AIE vs other Accelerators#
The AIE architectures were designed with Machine Learning in mind. But today most of these applcations are run on GPUs. So why would one prefer to run ML tasks on an AIE? And how would the performance compare?
The AI Engine architecture is optimized for deterministic, low-latency machine learning workloads, especially in embedded and real-time systems. Unlike GPUs, which rely on massive parallelism and dynamic scheduling, the AIE family can issue deterministic instructions for computation and data movement. This fine control in the hardware makes them ideal for edge inference tasks where latency, power efficiency, and tight coupling with pre/post-processing logic (like FPGA fabric) are critical. While AIEs won’t replace GPUs for general-purpose deep learning because of the massive parallelism required for such training and the mature development space surrounding ML for GPUs, AIEs can still perform well in embedded ML pipelines requiring tight time constraints and low power.
For our own satisfaction we explain some of the architectural differences in more detail in the rest of this page.
The biggest difference is the Data flow emphasis. We hope you may make some sense of this here. While the AIE family uses dataflow programming, the architecture itself is similar to that of a dataflow architecture. Note that ‘dataflow’ term in Dataflow Programming and Dataflow Architecture are not supposed to be used in the same context, and we will not be using the latter term as the AIE is not a true dataflow architecture, but we hold that it bares similarities to one.
And the dataflow Programming is most exemplified by how the memory is turned on its head. Instead of the regular memory hierarchy that CPU and GPU architecture hold, the AIE Tiles each hold their own memory with scratchpad memory instead. Meaning each piece of datum is given a unique address. Here’s a look at the traditional memory:
Traditional Memory Hierarchy.#
Source: SPEAR [1]
And in CPUs and GPUs you can see how caches are reused and shared between cores. If memory address isn’t found in cache, aka a cache miss, then it moves onto the next layer:
Source: VMWARE [2]
Because the architecture revolves around this idea of dataflow graphs and that data is data can be changed, produce new outputs, and sent to other kernels, the hardware reflects this nature. The hardware units, aka the AIE Tiles, perform some computation(s) and will move the data to be used by some other unit. And while this form of programming and thinking is possible on CPUs and GPUs, they are not designed around this. There’s less focus on latency over thoroughput than a CPU, yet less focus on latency over throughput than a GPU. Each tile itself holds its own memory, and any data not stored in a tile (by either the AIE Core’s registers or in the memory banks) means going off chip, or more accurately to the rest of the SoC.

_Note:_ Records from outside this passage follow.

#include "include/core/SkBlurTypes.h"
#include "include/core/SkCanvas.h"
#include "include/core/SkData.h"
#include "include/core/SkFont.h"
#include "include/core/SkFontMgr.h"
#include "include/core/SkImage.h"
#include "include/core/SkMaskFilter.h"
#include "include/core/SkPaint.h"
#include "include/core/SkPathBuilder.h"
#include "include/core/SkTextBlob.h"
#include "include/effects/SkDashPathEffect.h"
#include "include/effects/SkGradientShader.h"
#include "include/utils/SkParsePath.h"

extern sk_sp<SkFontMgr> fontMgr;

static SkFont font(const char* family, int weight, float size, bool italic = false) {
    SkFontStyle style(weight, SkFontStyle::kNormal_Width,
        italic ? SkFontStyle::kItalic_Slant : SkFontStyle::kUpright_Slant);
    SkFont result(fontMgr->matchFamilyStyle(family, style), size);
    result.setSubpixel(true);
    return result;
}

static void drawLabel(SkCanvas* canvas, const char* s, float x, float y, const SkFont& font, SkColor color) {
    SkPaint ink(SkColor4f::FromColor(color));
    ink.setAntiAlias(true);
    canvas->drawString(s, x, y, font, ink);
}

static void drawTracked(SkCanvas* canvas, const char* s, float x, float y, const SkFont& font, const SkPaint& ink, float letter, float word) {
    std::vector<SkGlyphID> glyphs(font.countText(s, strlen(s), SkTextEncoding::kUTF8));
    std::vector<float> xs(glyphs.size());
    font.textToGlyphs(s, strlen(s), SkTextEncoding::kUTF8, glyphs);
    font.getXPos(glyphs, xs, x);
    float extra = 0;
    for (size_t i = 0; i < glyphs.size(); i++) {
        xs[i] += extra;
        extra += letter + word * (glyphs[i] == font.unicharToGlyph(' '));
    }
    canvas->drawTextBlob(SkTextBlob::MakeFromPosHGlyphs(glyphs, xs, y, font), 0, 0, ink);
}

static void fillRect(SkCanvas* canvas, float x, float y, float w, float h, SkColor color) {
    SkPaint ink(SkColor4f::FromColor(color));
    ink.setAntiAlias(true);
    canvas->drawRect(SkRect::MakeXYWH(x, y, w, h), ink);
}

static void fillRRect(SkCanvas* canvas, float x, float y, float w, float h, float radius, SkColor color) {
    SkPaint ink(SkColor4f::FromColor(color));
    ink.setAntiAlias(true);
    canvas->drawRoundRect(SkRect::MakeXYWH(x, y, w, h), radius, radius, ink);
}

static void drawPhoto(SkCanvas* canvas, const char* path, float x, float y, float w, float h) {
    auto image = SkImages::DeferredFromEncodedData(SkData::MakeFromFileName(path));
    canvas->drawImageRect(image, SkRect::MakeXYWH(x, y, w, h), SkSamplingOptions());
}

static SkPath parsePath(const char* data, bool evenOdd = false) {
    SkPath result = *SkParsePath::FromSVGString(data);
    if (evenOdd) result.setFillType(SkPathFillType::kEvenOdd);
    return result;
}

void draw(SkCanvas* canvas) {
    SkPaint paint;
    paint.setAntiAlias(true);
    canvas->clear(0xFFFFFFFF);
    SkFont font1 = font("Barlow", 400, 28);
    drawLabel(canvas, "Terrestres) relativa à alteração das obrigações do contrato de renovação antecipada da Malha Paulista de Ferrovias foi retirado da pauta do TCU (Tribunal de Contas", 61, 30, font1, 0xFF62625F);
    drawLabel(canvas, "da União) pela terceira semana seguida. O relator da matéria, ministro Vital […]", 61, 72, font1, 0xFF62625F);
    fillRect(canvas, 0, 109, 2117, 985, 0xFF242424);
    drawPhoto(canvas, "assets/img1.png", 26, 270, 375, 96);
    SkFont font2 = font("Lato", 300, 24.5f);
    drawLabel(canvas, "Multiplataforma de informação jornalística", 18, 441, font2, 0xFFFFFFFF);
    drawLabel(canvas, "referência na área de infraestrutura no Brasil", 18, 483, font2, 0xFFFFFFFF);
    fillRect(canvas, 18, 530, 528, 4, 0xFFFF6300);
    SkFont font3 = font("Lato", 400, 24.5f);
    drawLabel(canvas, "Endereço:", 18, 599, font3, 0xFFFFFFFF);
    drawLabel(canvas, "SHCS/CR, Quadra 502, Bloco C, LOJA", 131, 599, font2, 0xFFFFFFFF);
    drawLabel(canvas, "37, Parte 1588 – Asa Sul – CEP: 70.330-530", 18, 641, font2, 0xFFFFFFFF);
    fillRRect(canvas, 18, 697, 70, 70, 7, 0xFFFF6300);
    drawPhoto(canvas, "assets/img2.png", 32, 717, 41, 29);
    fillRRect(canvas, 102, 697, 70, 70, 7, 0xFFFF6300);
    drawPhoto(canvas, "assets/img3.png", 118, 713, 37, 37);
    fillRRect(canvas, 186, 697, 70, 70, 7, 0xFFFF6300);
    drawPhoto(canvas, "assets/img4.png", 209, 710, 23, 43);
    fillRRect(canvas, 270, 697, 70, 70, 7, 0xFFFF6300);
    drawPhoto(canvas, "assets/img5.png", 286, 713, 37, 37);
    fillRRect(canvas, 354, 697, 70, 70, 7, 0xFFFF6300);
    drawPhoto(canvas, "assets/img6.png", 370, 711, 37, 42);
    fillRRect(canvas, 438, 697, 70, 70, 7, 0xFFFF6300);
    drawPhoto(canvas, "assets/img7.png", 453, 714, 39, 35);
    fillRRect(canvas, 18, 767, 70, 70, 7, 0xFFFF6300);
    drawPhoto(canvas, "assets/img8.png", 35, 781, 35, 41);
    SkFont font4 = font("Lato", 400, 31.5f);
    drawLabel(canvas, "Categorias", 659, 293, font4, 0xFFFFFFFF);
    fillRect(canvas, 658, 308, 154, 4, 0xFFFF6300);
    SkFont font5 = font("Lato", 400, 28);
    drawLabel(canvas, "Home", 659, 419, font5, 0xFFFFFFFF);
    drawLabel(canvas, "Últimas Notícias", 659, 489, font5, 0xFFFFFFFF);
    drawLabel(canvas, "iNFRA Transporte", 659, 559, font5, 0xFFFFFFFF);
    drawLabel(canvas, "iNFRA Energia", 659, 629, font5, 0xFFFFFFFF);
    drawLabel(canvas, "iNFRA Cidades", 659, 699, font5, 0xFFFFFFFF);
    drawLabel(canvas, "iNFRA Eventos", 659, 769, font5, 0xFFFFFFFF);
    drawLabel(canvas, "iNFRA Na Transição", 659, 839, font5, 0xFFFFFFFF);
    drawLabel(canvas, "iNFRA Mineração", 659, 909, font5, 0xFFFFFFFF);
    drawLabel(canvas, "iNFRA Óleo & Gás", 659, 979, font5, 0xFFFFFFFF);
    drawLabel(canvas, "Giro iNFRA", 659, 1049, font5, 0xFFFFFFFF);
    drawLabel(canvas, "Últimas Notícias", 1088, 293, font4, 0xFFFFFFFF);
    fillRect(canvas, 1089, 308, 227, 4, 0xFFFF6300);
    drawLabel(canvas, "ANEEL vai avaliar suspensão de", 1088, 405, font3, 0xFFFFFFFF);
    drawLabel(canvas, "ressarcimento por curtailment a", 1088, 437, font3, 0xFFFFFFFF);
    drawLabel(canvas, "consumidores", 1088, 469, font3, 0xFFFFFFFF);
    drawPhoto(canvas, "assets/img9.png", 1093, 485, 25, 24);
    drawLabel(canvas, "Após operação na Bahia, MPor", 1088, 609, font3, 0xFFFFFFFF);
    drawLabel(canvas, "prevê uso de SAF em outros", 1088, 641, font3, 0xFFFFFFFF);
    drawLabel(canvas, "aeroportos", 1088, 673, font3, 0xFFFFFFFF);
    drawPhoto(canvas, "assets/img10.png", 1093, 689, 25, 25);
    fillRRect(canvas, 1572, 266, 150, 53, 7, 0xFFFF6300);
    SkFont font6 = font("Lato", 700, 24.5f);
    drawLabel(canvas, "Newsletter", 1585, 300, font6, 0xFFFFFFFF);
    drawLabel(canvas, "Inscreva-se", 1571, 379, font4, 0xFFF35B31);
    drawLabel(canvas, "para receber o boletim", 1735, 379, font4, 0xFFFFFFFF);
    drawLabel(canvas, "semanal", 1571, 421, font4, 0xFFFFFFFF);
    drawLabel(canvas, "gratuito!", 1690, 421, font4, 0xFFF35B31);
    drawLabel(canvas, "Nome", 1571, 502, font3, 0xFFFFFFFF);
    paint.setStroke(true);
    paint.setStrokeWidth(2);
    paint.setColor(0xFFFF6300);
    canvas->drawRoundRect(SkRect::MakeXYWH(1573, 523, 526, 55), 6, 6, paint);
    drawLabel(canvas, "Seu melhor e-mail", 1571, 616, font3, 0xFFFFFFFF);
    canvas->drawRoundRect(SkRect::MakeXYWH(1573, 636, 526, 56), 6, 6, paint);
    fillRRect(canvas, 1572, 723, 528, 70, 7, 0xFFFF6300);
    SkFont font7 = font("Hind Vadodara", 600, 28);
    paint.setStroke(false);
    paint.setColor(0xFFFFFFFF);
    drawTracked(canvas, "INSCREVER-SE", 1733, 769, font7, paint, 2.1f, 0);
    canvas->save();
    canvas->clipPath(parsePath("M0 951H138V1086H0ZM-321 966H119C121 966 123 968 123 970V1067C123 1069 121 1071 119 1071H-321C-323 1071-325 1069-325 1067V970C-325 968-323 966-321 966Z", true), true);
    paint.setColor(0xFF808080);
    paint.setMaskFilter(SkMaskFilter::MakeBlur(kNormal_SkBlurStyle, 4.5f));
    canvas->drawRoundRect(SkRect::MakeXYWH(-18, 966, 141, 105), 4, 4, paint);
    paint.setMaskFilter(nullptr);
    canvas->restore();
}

AIE-ML Tiled architecture. Note that we haven’t mentioned the Memory Tiles, exclusive to the AIE-ML, but they are essentially just more AIE tiles without the compute.#
Source: AMD Docs [4]
For example, say we want to write 2 kernels that we want to do something, say one does a computation and the second encrypts that output. In a traditional CPU and GPU architecture these kernels are loaded as instructions into the cores of their systems, and only when the first kernel is finished does the second run. Furthermore to share information in between kernels they will have to have written to a shared cache, where nearly all other cores can view and share the same info. But in the AIE we can load different kernels to neighboring tiles, and then perform our kernels on that data while sharing that data availability to a very limited amount of neighbors or specific tiles. And while it is technically possible to assign different kernels to different CPU cores/GPU, this isn’t very effective or a design that is kept in mind.
A Look In Depth#
This will compare the AIE vs other architectures in greater detail. We suggest being familiar with a University level understanding of computer architecture or equivalavently just using your browser engine to search these terms.
CPUs#
CPUs are usually designed for low-latency and general usage. With this goal in mind, CPUs usually have multilayered memory hierarchy, anticipate instructions with branch prediction and lookahead execution, can begun to run instructions despite a stall with out-of-order execution or simultaneous multithreading, and will divvy up the instructions can execute at at time within a core’s units (superscaling execution) or between cores (multicore). A CPU will employ all these techniques to lower latency and make sure the CPU is fed with instructions to run, even if that means executing a different process.
GPUs#
A GPU places a lower emphasis on latency and instead on thoroughput. This is already evident by the lower clock speeds GPUs normally have when compared to CPUs. While CPUs have a couple of cores on consumer end systems and hundreds on server systems, GPUs usually have thousands of units dedicate for processing. Example: The NVIDIA GeForce RTX 4080 has 9728 Cuda Cores (Shading Units) and the Radeon RX 7900 XTX has 6144 Streaming Processors (Shading Units). These units are fundamentally much simpler that CPU cores, yet the amount of them allows for a very large amount of data to be fed through and computed. Additionally, the memory hierarchy differs a bit as well. Though there is still a memory hierarchy, there is usually some larger memory size on the lowest level on chip. On the GeForce RTX 4080 this is 128KB->64MB->16GB and on Radeon RX 7900 XTX 64KB->256KB->6MB->96MB->24GB.
NPUs (AMD AIE)#
Probably the biggest difference in compute from the AIE processors is that they are VLIW processors. Instructions can issue out 6 operations. [3] This allows for a single instruction to use dedicated scalar/vector units, the load and store units (AGU units), and internal register movements, essentially computing and moving data at the same time.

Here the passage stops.